> Try it: Only the lines containing "direction" should appear in the answer, copied from the listing below.

╭─ Data for analysis

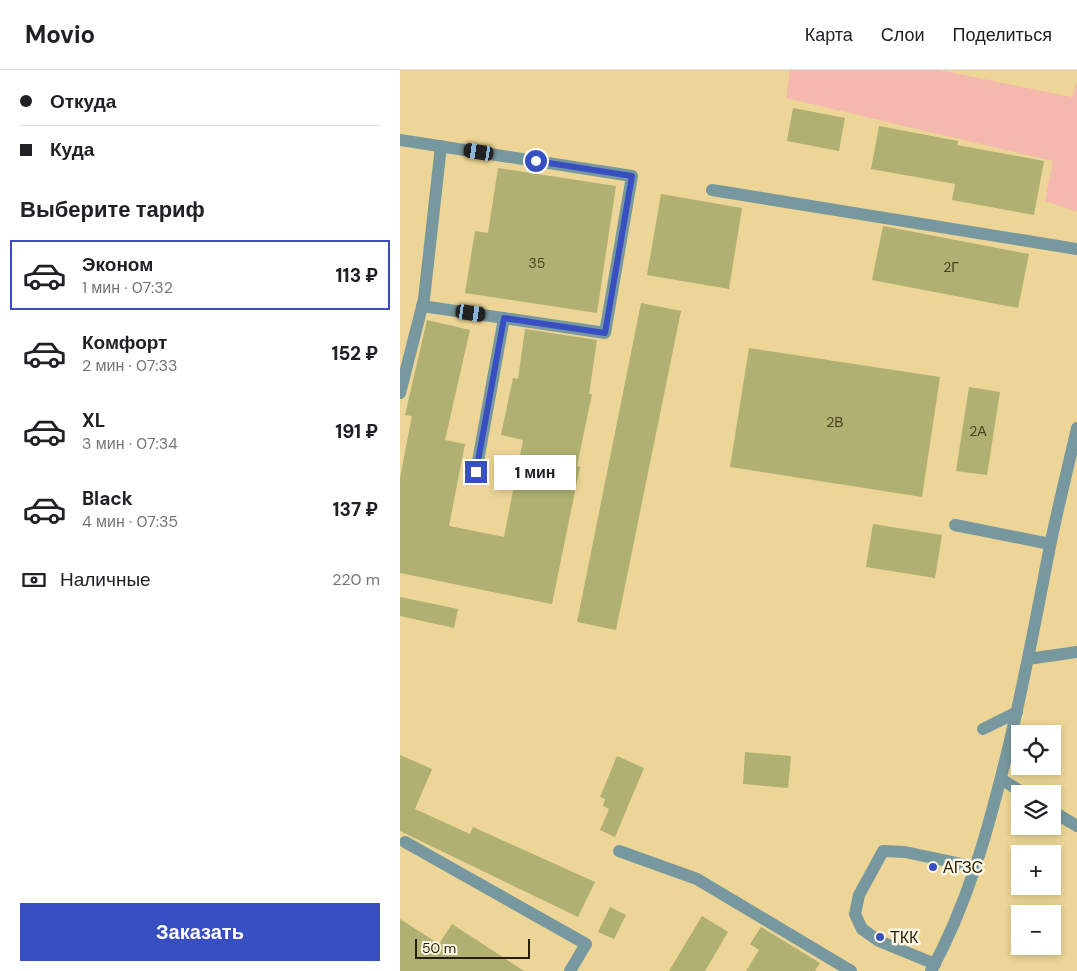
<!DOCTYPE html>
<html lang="ru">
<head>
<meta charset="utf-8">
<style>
	:root { --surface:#fff; --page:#f2f2f2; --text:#202124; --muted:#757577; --line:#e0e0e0; --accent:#384fc2 }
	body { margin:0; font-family:"DM Sans",sans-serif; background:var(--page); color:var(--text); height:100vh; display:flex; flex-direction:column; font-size:19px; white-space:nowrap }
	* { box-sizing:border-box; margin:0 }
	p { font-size:16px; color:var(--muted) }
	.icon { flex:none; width:28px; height:28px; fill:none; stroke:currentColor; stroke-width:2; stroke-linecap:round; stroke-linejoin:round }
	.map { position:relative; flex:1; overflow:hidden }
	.side { display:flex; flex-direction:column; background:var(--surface); width:400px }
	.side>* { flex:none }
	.top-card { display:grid; align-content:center; height:110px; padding:0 20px; background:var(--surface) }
	.fabs { position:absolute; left:611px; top:655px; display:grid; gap:10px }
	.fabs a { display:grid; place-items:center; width:50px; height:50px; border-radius:0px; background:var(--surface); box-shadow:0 2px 8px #0003; font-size:25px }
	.scale { position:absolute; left:15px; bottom:12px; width:115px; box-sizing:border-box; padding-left:5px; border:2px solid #281f06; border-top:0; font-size:14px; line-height:18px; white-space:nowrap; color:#281f06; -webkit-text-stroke:4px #fef7e5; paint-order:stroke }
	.end { position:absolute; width:22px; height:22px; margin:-11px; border:6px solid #384fc2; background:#fff; box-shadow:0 0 0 2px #fff }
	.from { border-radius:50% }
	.bubble { position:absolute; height:35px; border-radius:0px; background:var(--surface); box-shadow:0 2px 8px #0003; font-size:16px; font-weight:800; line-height:35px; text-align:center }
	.car { position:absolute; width:15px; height:30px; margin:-15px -8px; border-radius:6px; box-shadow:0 0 4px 1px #0007; background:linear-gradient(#222 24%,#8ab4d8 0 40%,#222 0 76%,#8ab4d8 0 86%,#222 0) }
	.top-card b { display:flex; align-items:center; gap:18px; height:48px; font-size:19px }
	.top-card b+b { border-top:1px solid var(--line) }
	.top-card i { width:12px; height:12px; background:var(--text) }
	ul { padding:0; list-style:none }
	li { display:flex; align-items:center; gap:15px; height:70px; margin:0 10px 8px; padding:0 10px; border:2px solid transparent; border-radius:0px }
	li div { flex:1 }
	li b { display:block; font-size:19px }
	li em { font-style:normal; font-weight:800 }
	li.on { border-color:var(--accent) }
	li>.icon { width:45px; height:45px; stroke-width:1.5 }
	h2 { padding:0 20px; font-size:22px; line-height:60px }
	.pay { display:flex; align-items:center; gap:12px; height:55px; padding:0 20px; font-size:19px }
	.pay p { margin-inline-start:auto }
	.cta { display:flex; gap:10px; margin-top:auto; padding:10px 20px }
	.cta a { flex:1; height:58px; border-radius:0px; background:var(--accent); color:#fff; font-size:20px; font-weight:800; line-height:58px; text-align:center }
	header { display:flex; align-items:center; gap:30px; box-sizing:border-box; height:70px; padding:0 25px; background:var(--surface); border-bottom:1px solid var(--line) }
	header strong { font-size:24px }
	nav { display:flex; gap:28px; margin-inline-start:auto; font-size:18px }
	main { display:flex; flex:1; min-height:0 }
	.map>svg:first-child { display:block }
</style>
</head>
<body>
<header>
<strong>Movio</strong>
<nav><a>Карта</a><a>Слои</a><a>Поделиться</a></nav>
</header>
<main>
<section class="side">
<div class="top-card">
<b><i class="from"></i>Откуда</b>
<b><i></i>Куда</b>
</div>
<h2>Выберите тариф</h2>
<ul>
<li class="on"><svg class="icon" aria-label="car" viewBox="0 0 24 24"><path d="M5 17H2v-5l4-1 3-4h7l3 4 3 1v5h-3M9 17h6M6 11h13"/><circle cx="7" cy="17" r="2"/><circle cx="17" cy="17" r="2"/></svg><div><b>Эконом</b><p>1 мин · 07:32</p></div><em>113 ₽</em></li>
<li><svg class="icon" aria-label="car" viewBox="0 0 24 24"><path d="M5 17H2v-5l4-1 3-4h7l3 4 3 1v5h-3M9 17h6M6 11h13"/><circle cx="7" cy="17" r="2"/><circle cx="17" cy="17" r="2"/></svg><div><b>Комфорт</b><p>2 мин · 07:33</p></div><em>152 ₽</em></li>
<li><svg class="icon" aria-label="car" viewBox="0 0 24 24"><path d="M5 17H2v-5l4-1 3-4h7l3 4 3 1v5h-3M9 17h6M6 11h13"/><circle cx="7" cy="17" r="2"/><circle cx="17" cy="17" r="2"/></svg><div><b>XL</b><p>3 мин · 07:34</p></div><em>191 ₽</em></li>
<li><svg class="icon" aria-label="car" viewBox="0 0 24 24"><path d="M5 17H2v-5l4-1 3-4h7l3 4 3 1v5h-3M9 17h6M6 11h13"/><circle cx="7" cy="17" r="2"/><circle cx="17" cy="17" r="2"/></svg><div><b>Black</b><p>4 мин · 07:35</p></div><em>137 ₽</em></li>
</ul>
<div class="pay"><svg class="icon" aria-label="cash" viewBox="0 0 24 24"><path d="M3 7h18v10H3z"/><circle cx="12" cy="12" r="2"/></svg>Наличные<p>220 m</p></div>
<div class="cta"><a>Заказать</a></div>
</section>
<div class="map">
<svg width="677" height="901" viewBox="0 0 677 901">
	<rect width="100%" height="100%" fill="#ecd596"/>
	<polygon fill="#f5b8ae" points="390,0 539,0 672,27 677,11 677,142 645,131 653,91 386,28"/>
	<g fill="#afb071">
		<polygon points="393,38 445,48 439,81 387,71"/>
		<polygon points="479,56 558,71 557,75 644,91 634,145 552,130 555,114 471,99"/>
		<polygon points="98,98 216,116 197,243 65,223 75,161 88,163"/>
		<polygon points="261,124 342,138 329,219 247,205"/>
		<polygon points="483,156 629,184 618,238 472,210"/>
		<polygon points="241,233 281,241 216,560 177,552"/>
		<polygon points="27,250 70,260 45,370 65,374 49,456 104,467 123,370 101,365 113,308 118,309 125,259 197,270 189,324 192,324 177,396 180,397 152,534 0,503 0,408 12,346 5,345"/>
		<polygon points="349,278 540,307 522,427 330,397"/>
		<polygon points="569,317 600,322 587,405 556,401"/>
		<polygon points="473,454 542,465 535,508 466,497"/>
		<polygon points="0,527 58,539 54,558 0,546"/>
		<polygon points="345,682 391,686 388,718 343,714"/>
		<polygon points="0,685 32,699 15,739 70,764 73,757 195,812 178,847 0,761"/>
		<polygon points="217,686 244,698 215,767 200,760 209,739 203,736 205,729 200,727"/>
		<polygon points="210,837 226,845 214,869 198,862"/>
		<polygon points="302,846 328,862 305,901 269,901"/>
		<polygon points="0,849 39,874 52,854 124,901 0,901"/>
		<polygon points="361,857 420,893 415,901 346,901 359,880 350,874"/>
	</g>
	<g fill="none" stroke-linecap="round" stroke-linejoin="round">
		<g stroke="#77989e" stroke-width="12">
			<polyline points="0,70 232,106 205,263 22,236"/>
			<polyline points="312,120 677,179"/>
			<polyline points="0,323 24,229 41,76"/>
			<polyline points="76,402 104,248"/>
			<polyline points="555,455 650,474"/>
			<polyline points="628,589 677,582"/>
			<polyline points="583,659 617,642"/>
			<polyline points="601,709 625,724"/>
			<polyline points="652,741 677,756"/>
			<polyline points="5,772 186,874 170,901"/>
			<polyline points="219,781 297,809 451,901"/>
			<polyline points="535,894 479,871 462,859 455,844 459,825 483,781 505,782 576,797"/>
			<path d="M 531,901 C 567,835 587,764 605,691 C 623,620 636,548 650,476 C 658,437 668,397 677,358"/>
		</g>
	</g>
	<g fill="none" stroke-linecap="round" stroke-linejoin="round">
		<polyline stroke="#384fc2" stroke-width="6" points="76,402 104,248 205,263 232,106 136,91"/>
	</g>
	<g fill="#384fc2" stroke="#fef7e5" stroke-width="2">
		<circle cx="533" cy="797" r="5"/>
		<circle cx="480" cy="867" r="5"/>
	</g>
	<g text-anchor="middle" stroke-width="5" stroke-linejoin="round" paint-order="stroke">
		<g font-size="14" fill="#4a4321">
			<text x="137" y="198">35</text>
			<text x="551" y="202">2Г</text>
			<text x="435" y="357">2В</text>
			<text x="578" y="366">2А</text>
		</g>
		<g font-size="16" fill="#281f06" stroke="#fef7e5" text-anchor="start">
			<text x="543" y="803">АГЗС</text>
			<text x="490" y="873">ТКК</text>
		</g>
	</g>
</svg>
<div class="fabs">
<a><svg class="icon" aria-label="locate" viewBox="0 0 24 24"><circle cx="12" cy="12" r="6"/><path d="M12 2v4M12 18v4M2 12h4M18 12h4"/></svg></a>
<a><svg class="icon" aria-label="layers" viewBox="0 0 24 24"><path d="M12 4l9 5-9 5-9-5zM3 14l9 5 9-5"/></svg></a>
<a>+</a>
<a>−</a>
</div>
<div class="scale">50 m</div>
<i class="end from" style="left:136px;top:91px"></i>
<i class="end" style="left:76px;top:402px"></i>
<div class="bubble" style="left:94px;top:385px;width:82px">1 мин</div>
<i class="car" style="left:79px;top:82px;rotate:279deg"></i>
<i class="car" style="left:71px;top:243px;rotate:98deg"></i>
</div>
</main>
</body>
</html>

╰─

> Answer area:
	body { margin:0; font-family:"DM Sans",sans-serif; background:var(--page); color:var(--text); height:100vh; display:flex; flex-direction:column; font-size:19px; white-space:nowrap }
	.side { display:flex; flex-direction:column; background:var(--surface); width:400px }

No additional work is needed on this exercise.